In the pico8 console, run load #prof, then edit the last tab with some code you want to measure:

prof(function(x)
  local _=sqrt(x)   -- code to measure
end,function(x)
  local _=x^0.5     -- some other code to measure
end,{ locals={9} }) -- "locals" (optional) are passed in as args

Run the cart: it will tell you exactly how many cycles it takes to run each code snippet.


what is this?

The wiki is helpful to look up CPU costs for various bits of code, but I often prefer to directly compare two larger snippets of code against each other. (plus, the wiki can get out of date sometimes)
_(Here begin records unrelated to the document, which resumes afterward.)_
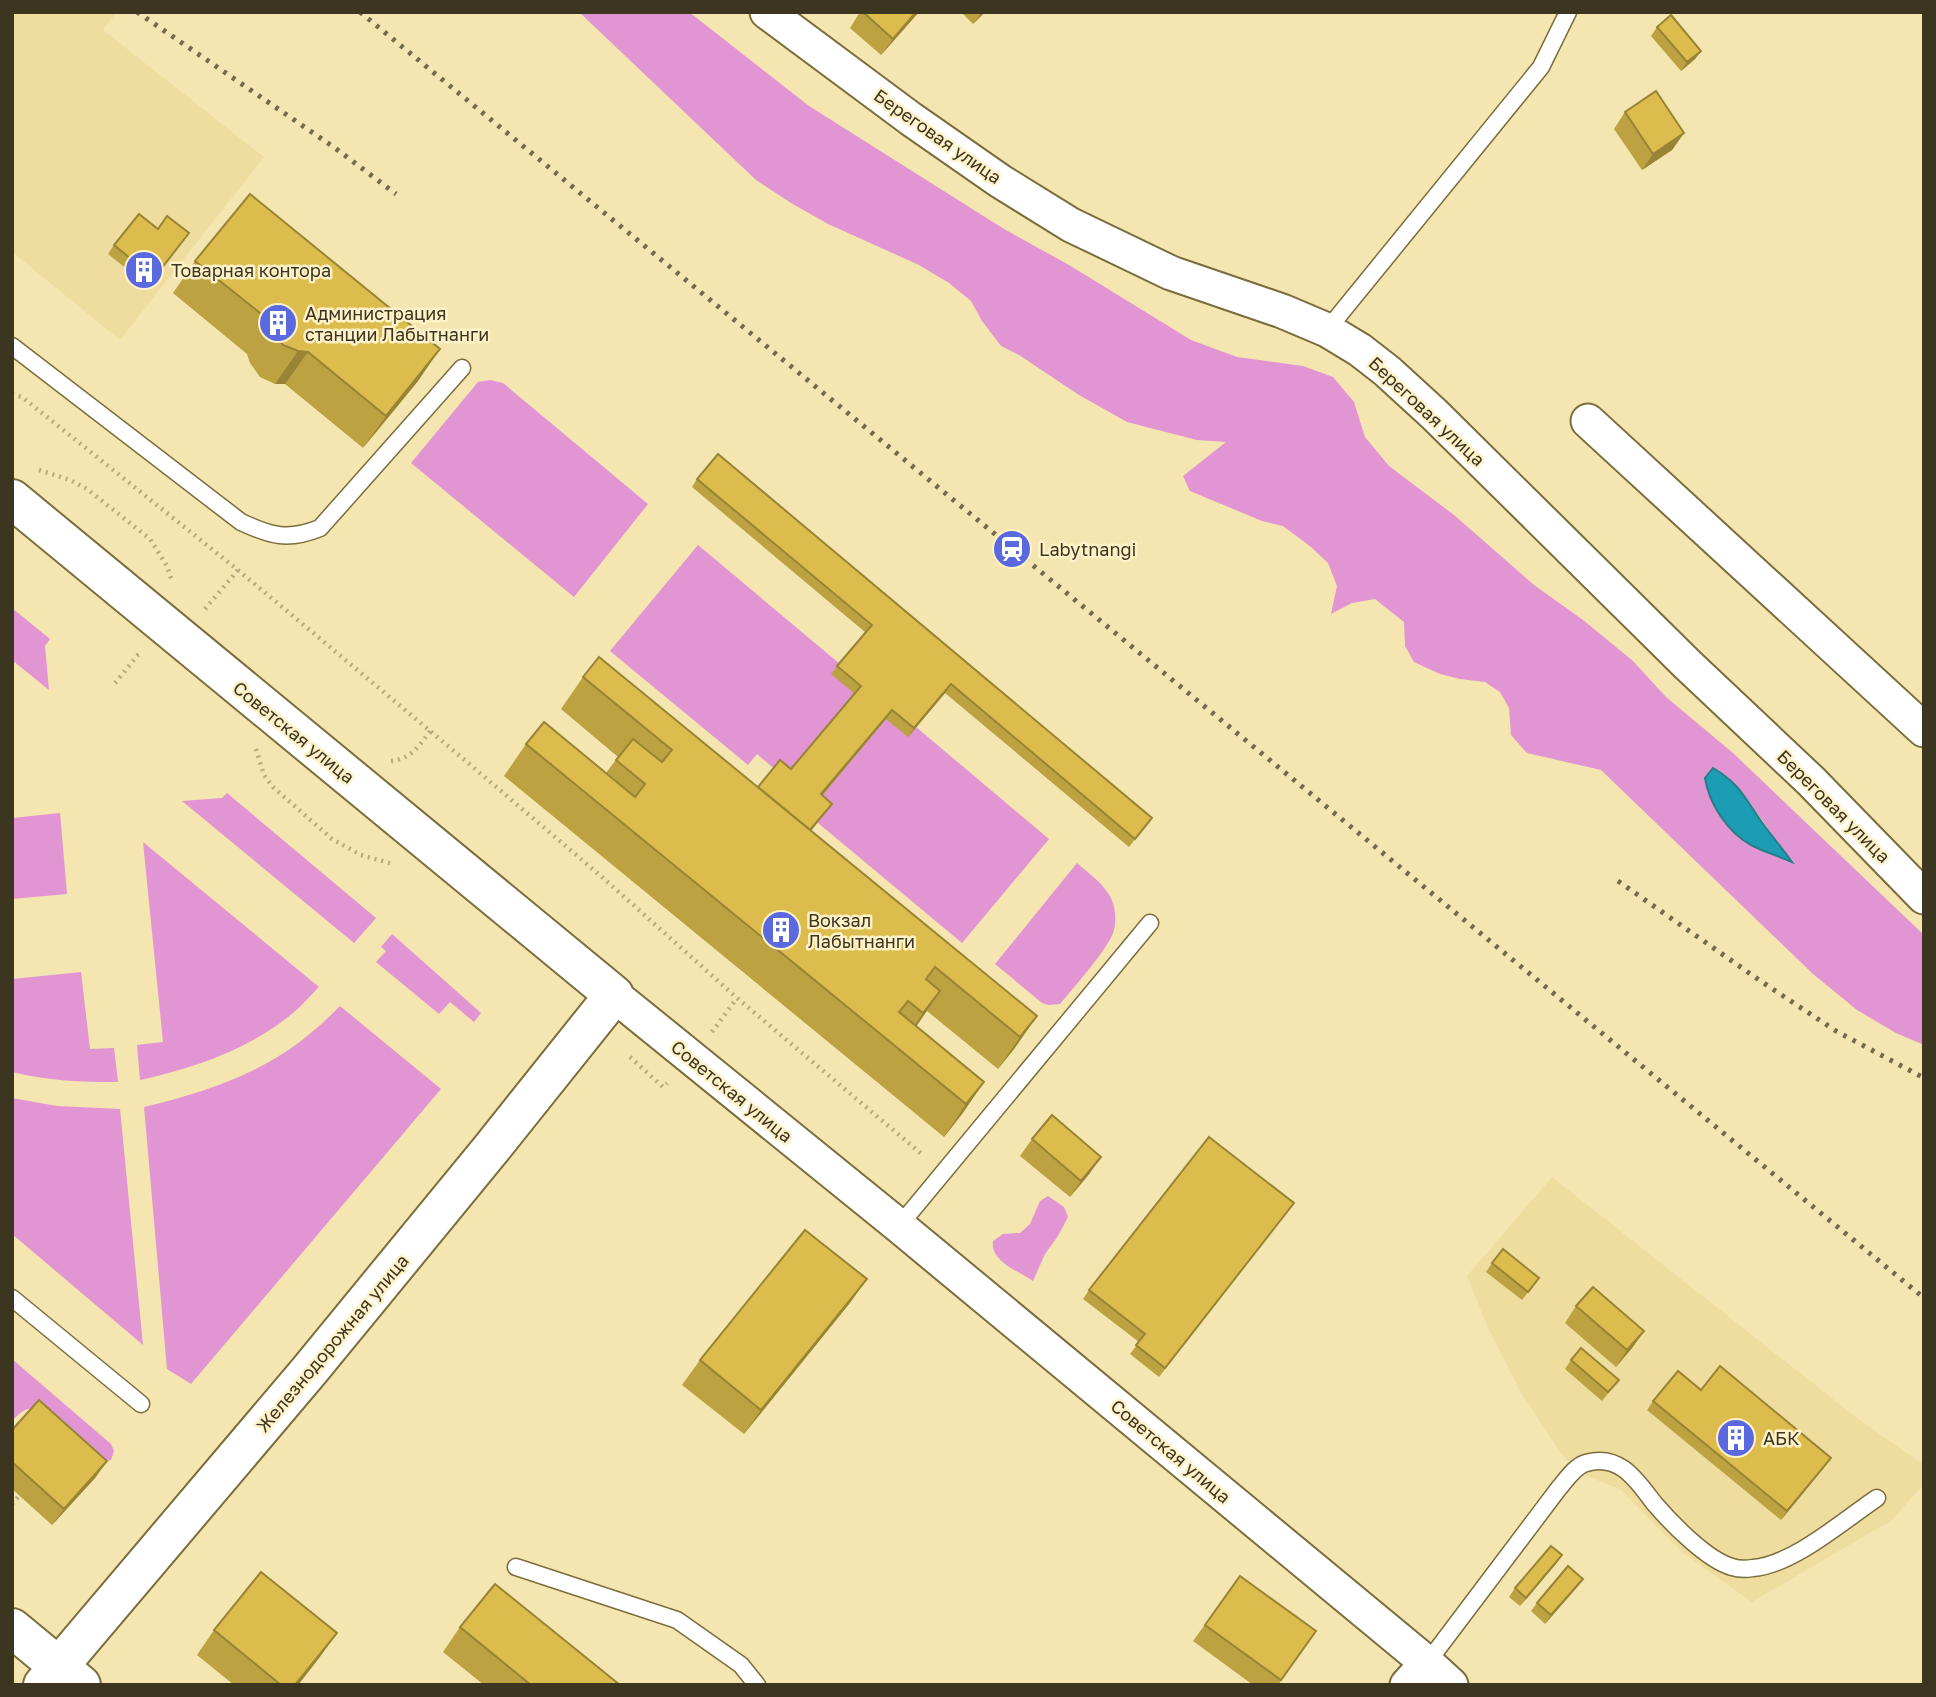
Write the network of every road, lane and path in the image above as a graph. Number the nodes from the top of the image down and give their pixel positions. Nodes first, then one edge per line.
1 (767, 12) edge
2 (1568, 12) edge
3 (1327, 330) junction
4 (12, 346) edge
5 (462, 368) dead end
6 (12, 394) edge
7 (1588, 421) dead end
8 (12, 499) edge
9 (1924, 730) edge
10 (1924, 897) edge
11 (1150, 923) dead end
12 (614, 995) junction
13 (944, 1172) junction
14 (899, 1226) junction
15 (12, 1298) edge
16 (141, 1404) dead end
17 (19, 1496) dead end
18 (1877, 1497) dead end
19 (12, 1504) edge
20 (516, 1567) dead end
21 (12, 1628) edge
22 (1417, 1674) edge
23 (61, 1679) edge
24 (757, 1685) edge
25 (1451, 1685) edge

1 - 3 street, Береговая улица
2 - 3 lane
3 - 10 street, Береговая улица
4 - 5 lane
6 - 13 path
7 - 9 street
8 - 12 main road, Советская улица
11 - 13 lane
12 - 14 street, Советская улица
12 - 23 main road, Железнодорожная улица
13 - 14 lane
14 - 22 street, Советская улица
15 - 16 lane
17 - 19 path
18 - 22 lane
20 - 24 lane
21 - 23 main road
22 - 25 street, Советская улица

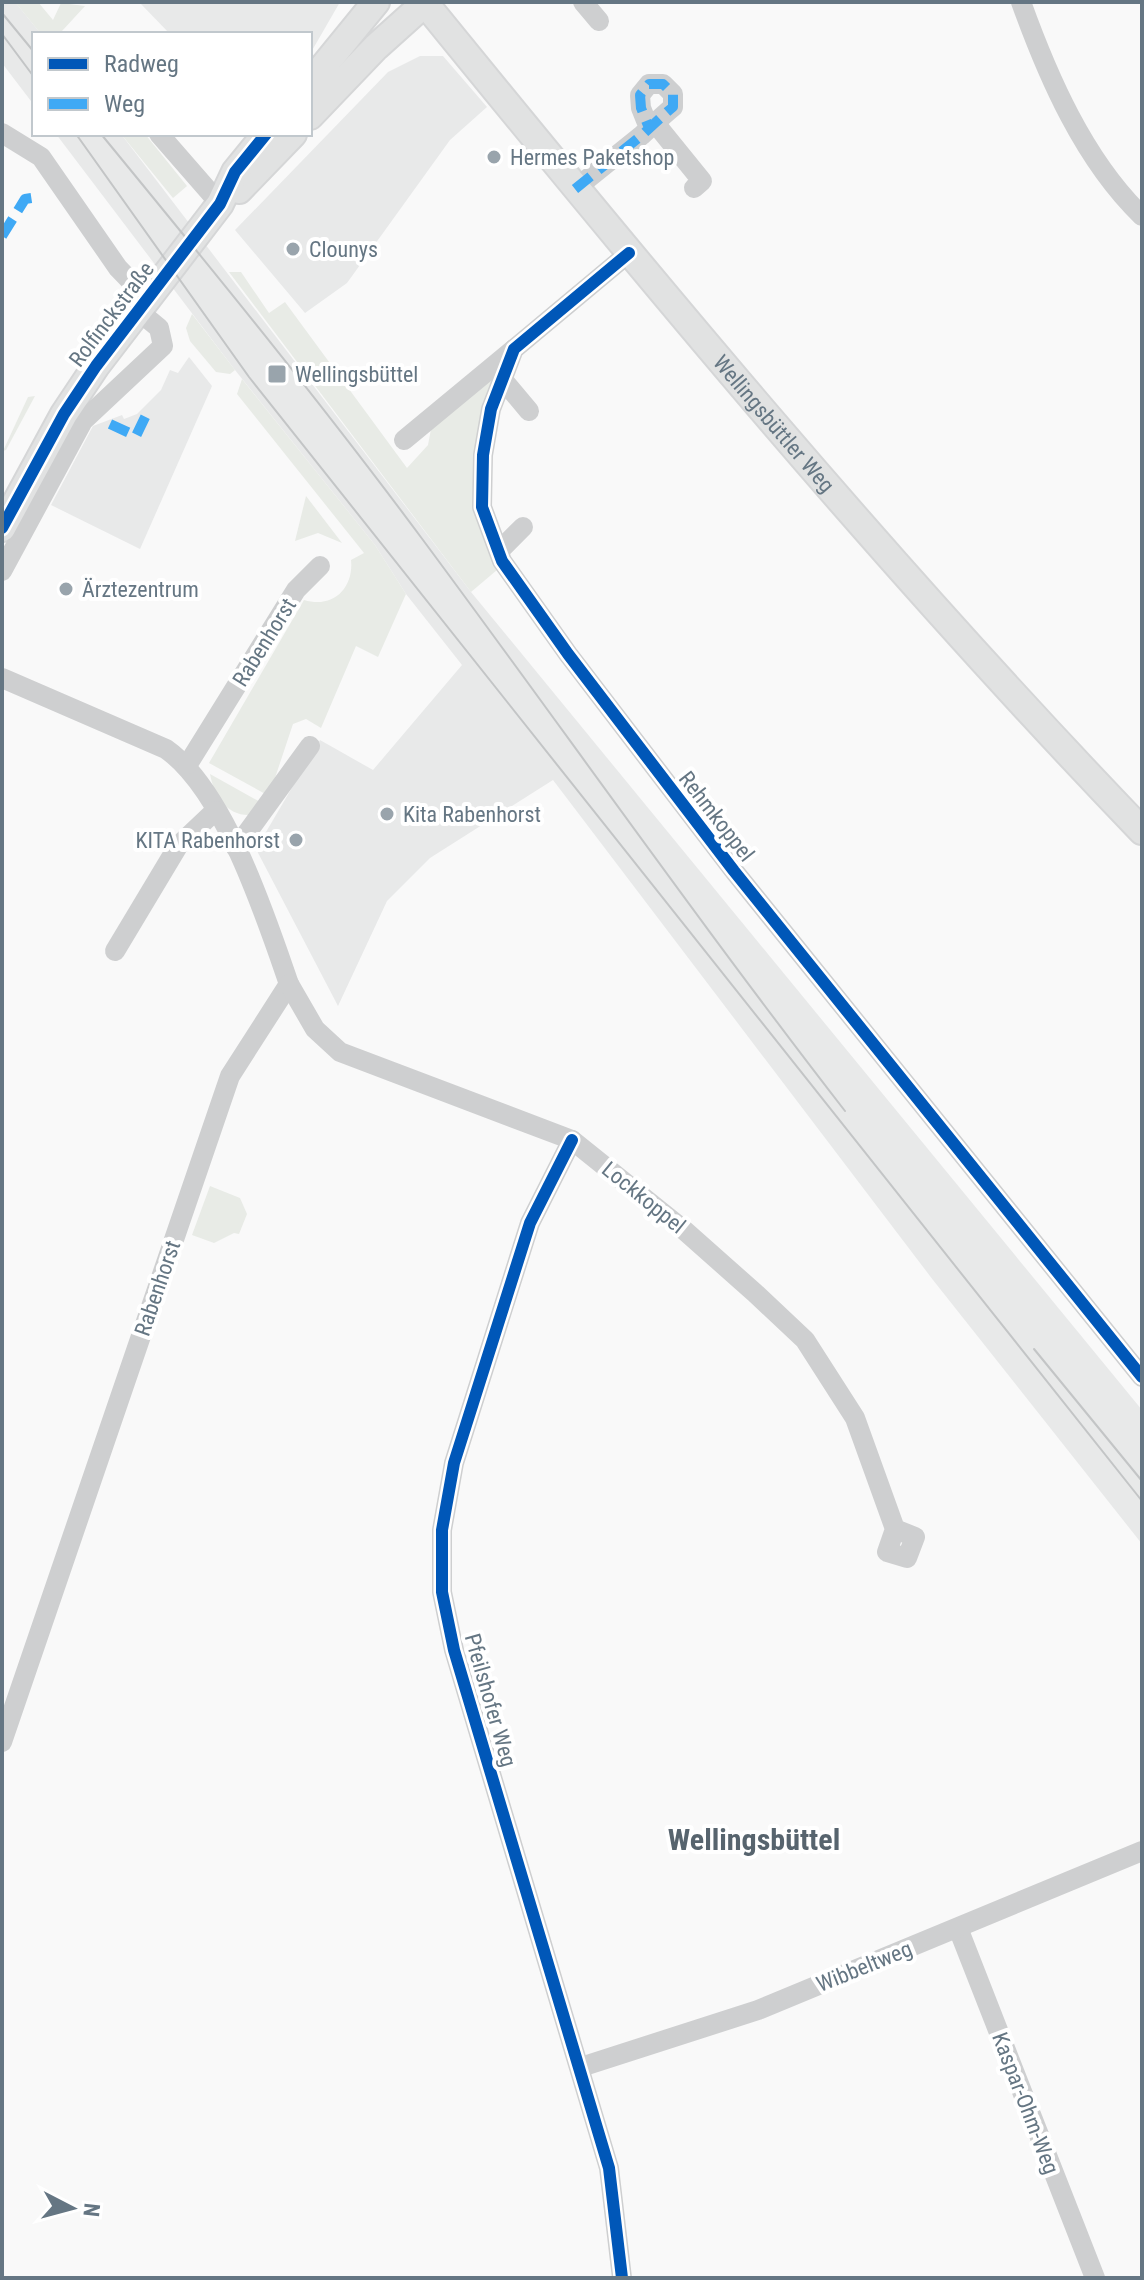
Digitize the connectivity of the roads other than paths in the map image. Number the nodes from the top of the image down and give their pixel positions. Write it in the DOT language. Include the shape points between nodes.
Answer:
graph roads {
  1 [pos="376,2"];
  2 [pos="425,2"];
  3 [pos="583,2"];
  4 [pos="1021,2"];
  5 [pos="599,21"];
  6 [pos="312,81"];
  7 [pos="312,114"];
  8 [pos="2,133"];
  9 [pos="161,136"];
  10 [pos="264,136"];
  11 [pos="291,136"];
  12 [pos="694,188"];
  13 [pos="575,189"];
  14 [pos="220,204"];
  15 [pos="1142,216"];
  16 [pos="629,253"];
  17 [pos="141,303"];
  18 [pos="514,349"];
  19 [pos="503,380"];
  20 [pos="529,411"];
  21 [pos="91,412"];
  22 [pos="50,438"];
  23 [pos="404,440"];
  24 [pos="523,527"];
  25 [pos="2,528"];
  26 [pos="499,551"];
  27 [pos="320,566"];
  28 [pos="2,571"];
  29 [pos="2,678"];
  30 [pos="310,746"];
  31 [pos="188,764"];
  32 [pos="215,811"];
  33 [pos="1142,831"];
  34 [pos="236,848"];
  35 [pos="115,951"];
  36 [pos="289,984"];
  37 [pos="572,1140"];
  38 [pos="1142,1377"];
  39 [pos="895,1529"];
  40 [pos="2,1742"];
  41 [pos="1142,1851"];
  42 [pos="958,1928"];
  43 [pos="581,2067"];
  44 [pos="622,2278"];
  45 [pos="1095,2278"];
  1 -- 6 [label="main road"];
  2 -- 7 [label="main road"];
  2 -- 13 [label="main road, Wellingsbüttler Weg"];
  3 -- 5 [label="street"];
  4 -- 15 [label="street" via="1040,55 1080,133"];
  8 -- 17 [label="street" via="41,157"];
  9 -- 14 [label="street"];
  10 -- 14 [label="main road, Rolfinckstraße" via="235,172"];
  11 -- 14 [label="main road, Rolfinckstraße"];
  12 -- 13 [label="street" via="702,181 652,125"];
  13 -- 16 [label="main road, Wellingsbüttler Weg"];
  14 -- 17 [label="main road, Rolfinckstraße"];
  16 -- 18 [label="street"];
  16 -- 33 [label="main road, Wellingsbüttler Weg" via="1010,689"];
  17 -- 21 [label="street" via="159,328 163,346"];
  17 -- 22 [label="main road, Rolfinckstraße"];
  18 -- 19 [label="street, Rehmkoppel"];
  18 -- 23 [label="street"];
  19 -- 20 [label="street"];
  19 -- 26 [label="street, Rehmkoppel" via="491,409 483,455 482,507"];
  21 -- 22 [label="street"];
  21 -- 28 [label="street"];
  22 -- 25 [label="main road, Rolfinckstraße"];
  24 -- 26 [label="street"];
  26 -- 38 [label="street, Rehmkoppel" via="568,654 734,871"];
  27 -- 31 [label="street, Rabenhorst" via="296,590"];
  29 -- 31 [label="street" via="166,749"];
  30 -- 34 [label="street"];
  31 -- 32 [label="street"];
  32 -- 34 [label="street"];
  32 -- 35 [label="street" via="178,846"];
  34 -- 36 [label="street"];
  36 -- 37 [label="street, Lockkoppel" via="315,1029 340,1052"];
  36 -- 40 [label="street, Rabenhorst" via="230,1076"];
  37 -- 39 [label="street, Lockkoppel" via="684,1230 805,1340 855,1418"];
  37 -- 43 [label="street, Pfeilshofer Weg" via="530,1223 454,1463 442,1530 442,1592 458,1665"];
  41 -- 42 [label="street, Wibbeltweg"];
  42 -- 43 [label="street, Wibbeltweg" via="758,2010"];
  42 -- 45 [label="street, Kaspar-Ohm-Weg"];
  43 -- 44 [label="street, Pfeilshofer Weg" via="609,2168"];
}
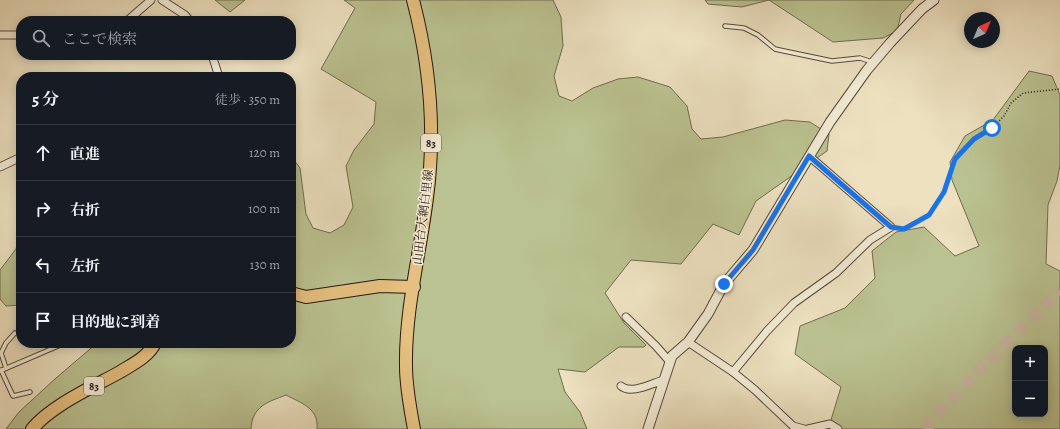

For the curious, here's how I'm able to calculate exact cycle counts
(essentially, I run the code many times and compare it against running nothing many times, using stat(1) and stat(2) for timing)

-- slightly simplified from the version in the cart
function profile_one(func)
  local n = 0x1000

  -- we want to type
  --   local m = 0x80_0000/n
  -- but 8𝘮𝘩z is too large a number to handle in pico-8,
  -- so we do (0x80_0000>>16)/(n>>16) instead
  -- (n is always an integer, so n>>16 won't lose any bits)
  local m = 0x80/(n>>16)

  -- given three timestamps (pre-calibration, middle, post-measurement),
  --   calculate how many more 𝘤𝘱𝘶 cycles func() took compared to noop()
  -- derivation:
  --   𝘵 := ((t2-t1)-(t1-t0))/n (frames)
  --     this is the extra time for each func call, compared to noop
  --     this is measured in #-of-frames (at 30fps) -- it will be a small fraction for most ops
  --   𝘧 := 1/30 (seconds/frame)
  --     this is just the framerate that the tests run at, not the framerate of your game
  --     can get this programmatically with stat(8) if you really wanted to
  --   𝘮 := 256*256*128 = 8𝘮𝘩z (cycles/second)
  --     (𝘱𝘪𝘤𝘰-8 runs at 8𝘮𝘩z; see https://www.lexaloffle.com/dl/docs/pico-8_manual.html#CPU)
  --   cycles := 𝘵 frames * 𝘧 seconds/frame * 𝘮 cycles/second
  -- optimization / working around pico-8's fixed point numbers:
  --   𝘵2 := 𝘵*n = (t2-t1)-(t1-t0)
  --   𝘮2 := 𝘮/n := m (e.g. when n is 0x1000, m is 0x800)
  --   cycles := 𝘵2*𝘮2*𝘧
  local function cycles(t0,t1,t2) return ((t2-t1)-(t1-t0))*m/30 end

  local noop=function() end -- this must be local, because func is local
  flip()
  local atot,asys=stat(1),stat(2)
  for i=1,n do noop() end -- calibrate
  local btot,bsys=stat(1),stat(2)
  for i=1,n do func() end -- measure
  local ctot,csys=stat(1),stat(2)

  -- gather results
  local tot=cycles(atot,btot,ctot)
  local sys=cycles(asys,bsys,csys)
  return {
    lua=tot-sys,
    sys=sys,
    total=tot,
  }
end

how do I use it?

Here's an older demo to wow you:

Cart #cyclecounter-2 | 2022-01-16 | Code ▽ | Embed ▽ | License: CC4-BY-NC-SA
15

This is neat but impractical; for everyday usage, you'll want to load #prof and edit the last tab.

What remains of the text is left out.